[Dataset items]
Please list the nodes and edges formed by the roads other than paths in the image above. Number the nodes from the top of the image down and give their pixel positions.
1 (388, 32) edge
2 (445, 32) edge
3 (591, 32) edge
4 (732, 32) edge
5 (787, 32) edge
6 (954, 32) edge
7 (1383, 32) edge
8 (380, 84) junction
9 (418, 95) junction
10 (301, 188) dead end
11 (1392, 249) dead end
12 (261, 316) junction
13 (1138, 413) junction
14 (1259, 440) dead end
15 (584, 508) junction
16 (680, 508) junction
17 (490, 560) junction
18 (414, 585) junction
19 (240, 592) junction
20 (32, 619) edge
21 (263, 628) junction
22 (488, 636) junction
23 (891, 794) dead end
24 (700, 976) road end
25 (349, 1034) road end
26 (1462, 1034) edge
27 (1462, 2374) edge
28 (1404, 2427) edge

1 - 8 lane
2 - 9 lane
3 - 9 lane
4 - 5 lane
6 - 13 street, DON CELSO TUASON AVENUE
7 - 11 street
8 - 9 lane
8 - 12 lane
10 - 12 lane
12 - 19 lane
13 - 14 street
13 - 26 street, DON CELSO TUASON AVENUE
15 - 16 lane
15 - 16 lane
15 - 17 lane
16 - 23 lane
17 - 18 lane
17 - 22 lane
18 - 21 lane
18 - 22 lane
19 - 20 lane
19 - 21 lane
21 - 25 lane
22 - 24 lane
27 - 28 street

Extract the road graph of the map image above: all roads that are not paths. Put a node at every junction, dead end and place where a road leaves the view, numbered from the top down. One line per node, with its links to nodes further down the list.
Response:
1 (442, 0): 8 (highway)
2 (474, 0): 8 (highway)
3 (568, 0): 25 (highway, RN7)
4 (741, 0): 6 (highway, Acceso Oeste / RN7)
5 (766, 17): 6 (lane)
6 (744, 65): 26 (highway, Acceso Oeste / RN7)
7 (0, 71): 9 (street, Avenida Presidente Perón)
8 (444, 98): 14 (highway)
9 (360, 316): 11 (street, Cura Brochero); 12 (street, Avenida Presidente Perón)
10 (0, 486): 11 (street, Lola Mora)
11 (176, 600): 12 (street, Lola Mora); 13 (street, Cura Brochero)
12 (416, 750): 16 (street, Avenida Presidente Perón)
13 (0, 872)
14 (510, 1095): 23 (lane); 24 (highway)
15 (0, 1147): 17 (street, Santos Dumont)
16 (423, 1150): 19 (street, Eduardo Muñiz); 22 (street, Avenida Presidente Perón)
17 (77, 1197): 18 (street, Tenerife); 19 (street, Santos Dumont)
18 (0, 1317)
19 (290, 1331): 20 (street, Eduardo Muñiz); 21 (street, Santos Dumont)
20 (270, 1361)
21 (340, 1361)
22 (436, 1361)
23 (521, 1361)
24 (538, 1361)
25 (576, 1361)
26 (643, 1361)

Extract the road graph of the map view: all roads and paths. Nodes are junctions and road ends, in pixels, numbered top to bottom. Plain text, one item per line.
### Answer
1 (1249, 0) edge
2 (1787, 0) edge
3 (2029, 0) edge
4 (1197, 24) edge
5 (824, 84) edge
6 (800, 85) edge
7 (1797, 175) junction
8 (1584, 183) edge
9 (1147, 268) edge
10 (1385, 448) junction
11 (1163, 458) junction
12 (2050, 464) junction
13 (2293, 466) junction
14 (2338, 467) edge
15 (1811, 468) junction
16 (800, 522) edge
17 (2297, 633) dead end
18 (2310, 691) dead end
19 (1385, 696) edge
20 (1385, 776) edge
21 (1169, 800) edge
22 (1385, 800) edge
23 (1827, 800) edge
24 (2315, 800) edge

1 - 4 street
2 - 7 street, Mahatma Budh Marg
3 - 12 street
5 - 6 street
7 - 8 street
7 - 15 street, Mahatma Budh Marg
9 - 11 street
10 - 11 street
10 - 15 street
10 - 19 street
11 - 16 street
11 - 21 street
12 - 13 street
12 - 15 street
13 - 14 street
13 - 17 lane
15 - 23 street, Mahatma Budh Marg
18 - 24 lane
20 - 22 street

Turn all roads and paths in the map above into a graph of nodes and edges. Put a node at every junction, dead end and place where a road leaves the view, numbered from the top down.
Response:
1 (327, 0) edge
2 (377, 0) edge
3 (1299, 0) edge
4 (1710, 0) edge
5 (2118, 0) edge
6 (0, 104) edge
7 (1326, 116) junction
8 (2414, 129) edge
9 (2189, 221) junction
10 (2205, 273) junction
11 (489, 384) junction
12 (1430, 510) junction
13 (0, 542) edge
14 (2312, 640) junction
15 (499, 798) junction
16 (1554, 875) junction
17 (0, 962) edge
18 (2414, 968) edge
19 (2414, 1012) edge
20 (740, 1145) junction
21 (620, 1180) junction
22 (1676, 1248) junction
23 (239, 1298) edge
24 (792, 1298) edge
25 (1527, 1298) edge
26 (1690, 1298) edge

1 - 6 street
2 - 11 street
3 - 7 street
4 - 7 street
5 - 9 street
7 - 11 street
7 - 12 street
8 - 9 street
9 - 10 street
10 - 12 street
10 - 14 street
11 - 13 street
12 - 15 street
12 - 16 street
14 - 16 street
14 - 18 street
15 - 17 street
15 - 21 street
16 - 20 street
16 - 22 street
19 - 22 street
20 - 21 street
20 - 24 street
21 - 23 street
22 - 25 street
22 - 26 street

WORK TASK: A verbatim copy of the records above should be returned.

WRITTEN ANSWER:
Please list the nodes and edges formed by the roads other than paths in the image above. Number the nodes from the top of the image down and give their pixel positions.
1 (388, 32) edge
2 (445, 32) edge
3 (591, 32) edge
4 (732, 32) edge
5 (787, 32) edge
6 (954, 32) edge
7 (1383, 32) edge
8 (380, 84) junction
9 (418, 95) junction
10 (301, 188) dead end
11 (1392, 249) dead end
12 (261, 316) junction
13 (1138, 413) junction
14 (1259, 440) dead end
15 (584, 508) junction
16 (680, 508) junction
17 (490, 560) junction
18 (414, 585) junction
19 (240, 592) junction
20 (32, 619) edge
21 (263, 628) junction
22 (488, 636) junction
23 (891, 794) dead end
24 (700, 976) road end
25 (349, 1034) road end
26 (1462, 1034) edge
27 (1462, 2374) edge
28 (1404, 2427) edge

1 - 8 lane
2 - 9 lane
3 - 9 lane
4 - 5 lane
6 - 13 street, DON CELSO TUASON AVENUE
7 - 11 street
8 - 9 lane
8 - 12 lane
10 - 12 lane
12 - 19 lane
13 - 14 street
13 - 26 street, DON CELSO TUASON AVENUE
15 - 16 lane
15 - 16 lane
15 - 17 lane
16 - 23 lane
17 - 18 lane
17 - 22 lane
18 - 21 lane
18 - 22 lane
19 - 20 lane
19 - 21 lane
21 - 25 lane
22 - 24 lane
27 - 28 street

Extract the road graph of the map image above: all roads that are not paths. Put a node at every junction, dead end and place where a road leaves the view, numbered from the top down. One line per node, with its links to nodes further down the list.
Response:
1 (442, 0): 8 (highway)
2 (474, 0): 8 (highway)
3 (568, 0): 25 (highway, RN7)
4 (741, 0): 6 (highway, Acceso Oeste / RN7)
5 (766, 17): 6 (lane)
6 (744, 65): 26 (highway, Acceso Oeste / RN7)
7 (0, 71): 9 (street, Avenida Presidente Perón)
8 (444, 98): 14 (highway)
9 (360, 316): 11 (street, Cura Brochero); 12 (street, Avenida Presidente Perón)
10 (0, 486): 11 (street, Lola Mora)
11 (176, 600): 12 (street, Lola Mora); 13 (street, Cura Brochero)
12 (416, 750): 16 (street, Avenida Presidente Perón)
13 (0, 872)
14 (510, 1095): 23 (lane); 24 (highway)
15 (0, 1147): 17 (street, Santos Dumont)
16 (423, 1150): 19 (street, Eduardo Muñiz); 22 (street, Avenida Presidente Perón)
17 (77, 1197): 18 (street, Tenerife); 19 (street, Santos Dumont)
18 (0, 1317)
19 (290, 1331): 20 (street, Eduardo Muñiz); 21 (street, Santos Dumont)
20 (270, 1361)
21 (340, 1361)
22 (436, 1361)
23 (521, 1361)
24 (538, 1361)
25 (576, 1361)
26 (643, 1361)

Extract the road graph of the map view: all roads and paths. Nodes are junctions and road ends, in pixels, numbered top to bottom. Plain text, one item per line.
### Answer
1 (1249, 0) edge
2 (1787, 0) edge
3 (2029, 0) edge
4 (1197, 24) edge
5 (824, 84) edge
6 (800, 85) edge
7 (1797, 175) junction
8 (1584, 183) edge
9 (1147, 268) edge
10 (1385, 448) junction
11 (1163, 458) junction
12 (2050, 464) junction
13 (2293, 466) junction
14 (2338, 467) edge
15 (1811, 468) junction
16 (800, 522) edge
17 (2297, 633) dead end
18 (2310, 691) dead end
19 (1385, 696) edge
20 (1385, 776) edge
21 (1169, 800) edge
22 (1385, 800) edge
23 (1827, 800) edge
24 (2315, 800) edge

1 - 4 street
2 - 7 street, Mahatma Budh Marg
3 - 12 street
5 - 6 street
7 - 8 street
7 - 15 street, Mahatma Budh Marg
9 - 11 street
10 - 11 street
10 - 15 street
10 - 19 street
11 - 16 street
11 - 21 street
12 - 13 street
12 - 15 street
13 - 14 street
13 - 17 lane
15 - 23 street, Mahatma Budh Marg
18 - 24 lane
20 - 22 street

Turn all roads and paths in the map above into a graph of nodes and edges. Put a node at every junction, dead end and place where a road leaves the view, numbered from the top down.
Response:
1 (327, 0) edge
2 (377, 0) edge
3 (1299, 0) edge
4 (1710, 0) edge
5 (2118, 0) edge
6 (0, 104) edge
7 (1326, 116) junction
8 (2414, 129) edge
9 (2189, 221) junction
10 (2205, 273) junction
11 (489, 384) junction
12 (1430, 510) junction
13 (0, 542) edge
14 (2312, 640) junction
15 (499, 798) junction
16 (1554, 875) junction
17 (0, 962) edge
18 (2414, 968) edge
19 (2414, 1012) edge
20 (740, 1145) junction
21 (620, 1180) junction
22 (1676, 1248) junction
23 (239, 1298) edge
24 (792, 1298) edge
25 (1527, 1298) edge
26 (1690, 1298) edge

1 - 6 street
2 - 11 street
3 - 7 street
4 - 7 street
5 - 9 street
7 - 11 street
7 - 12 street
8 - 9 street
9 - 10 street
10 - 12 street
10 - 14 street
11 - 13 street
12 - 15 street
12 - 16 street
14 - 16 street
14 - 18 street
15 - 17 street
15 - 21 street
16 - 20 street
16 - 22 street
19 - 22 street
20 - 21 street
20 - 24 street
21 - 23 street
22 - 25 street
22 - 26 street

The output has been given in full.